Uncertainty is the natural fear and risk surrounding what we don't or can't know.
The automatic part of our brain, also known as our subconscious, is divorced from our rational thought. This automation includes things like emotion regulation, hormone and neurochemical production, all of which cause us to behave and feel in certain ways in response to a stimulus.
The primary goal of our subconscious is to mitigate risk and keep us safe. You can imagine then that when we come across something unknown, that is why our initial response can sometimes be fear or avoidance. It is a very natural state of being.
Control before the Calm
Deliberate calm is recognising the role uncertainty plays and accepting how we naturally respond to stimuli but not letting it control us or be externalised in unhelpful ways. When we are in heated situations, everything starts to feel urgent, so we seek to damage control by reigning in whatever it is that we may have influence over.
When time is of the essence, this is an appropriate response, but that is not always the case. Sometimes the best thing to do is to stop, process and try to practice calmness. Someone who is deliberately calm realises that fear offers potentially valuable information and isn't unhinged by it.

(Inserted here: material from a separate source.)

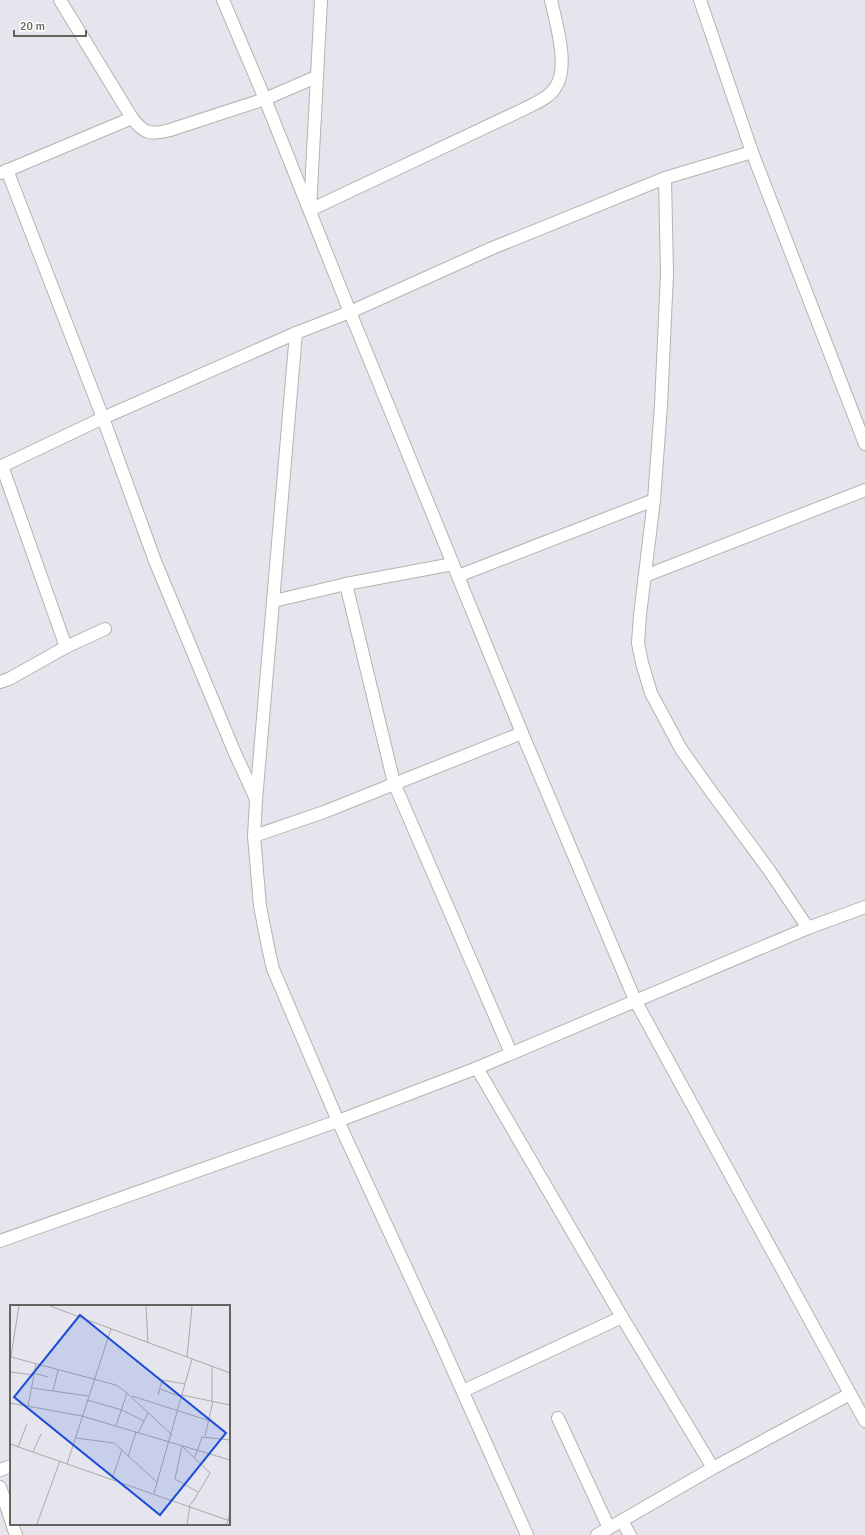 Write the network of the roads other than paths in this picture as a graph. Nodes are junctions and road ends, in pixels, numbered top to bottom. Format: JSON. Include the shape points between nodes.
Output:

So if our response is automatic, how can we learn to control it?
Developing Deliberate Calm
Pause
The first step is to pause, take time and consider the impact of your words and actions. Is there something you can adjust in your body language, tone or messaging that better communicates what you want to say without dredging up the emotion behind it?
Sometimes our emotions can come from a negative internal monologue, so try to pause, find out why that voice exists, what useful things it has to say, if any, and move forward with or without it in confidence, knowing it was either untrue and unfounded or that it was true but you now know how you can improve.
Be Prepared
Next is to be prepared. If you know a difficult conversation is coming up or a project roadblock is approaching, prepare yourself. Not only for what you might have to say but for what you might have to do to calm yourself. Look to techniques like short meditations or visualisations to invoke deliberate calm, or breath, an incredibly potent way of invoking calmness.
Don't continue to ask yourself 'what if for every possibility. Ask yourself what you will do 'if'. Set up a contingency plan if you feel as though it is necessary, even if you don't use it. It is like having a safety net to let yourself feel secure.
Think of the Worst Case Scenario
This is an extension of being prepared. The idea is to catastrophise and build it out deliberately. What are the real consequences for failure in that scenario? Generally, in the context of an office space, things will go on even if we suffer from failure. So is there anything you can do prior to help mitigate the damage of that worst-case scenario?
Inversely and just as likely, what is the best-case scenario? If you absolutely smashed expectations, how would you and those important to you feel? And even further, what would happen if you didn't participate at all? Looking at all this potential energy out there and realising that each has the capacity to manifest.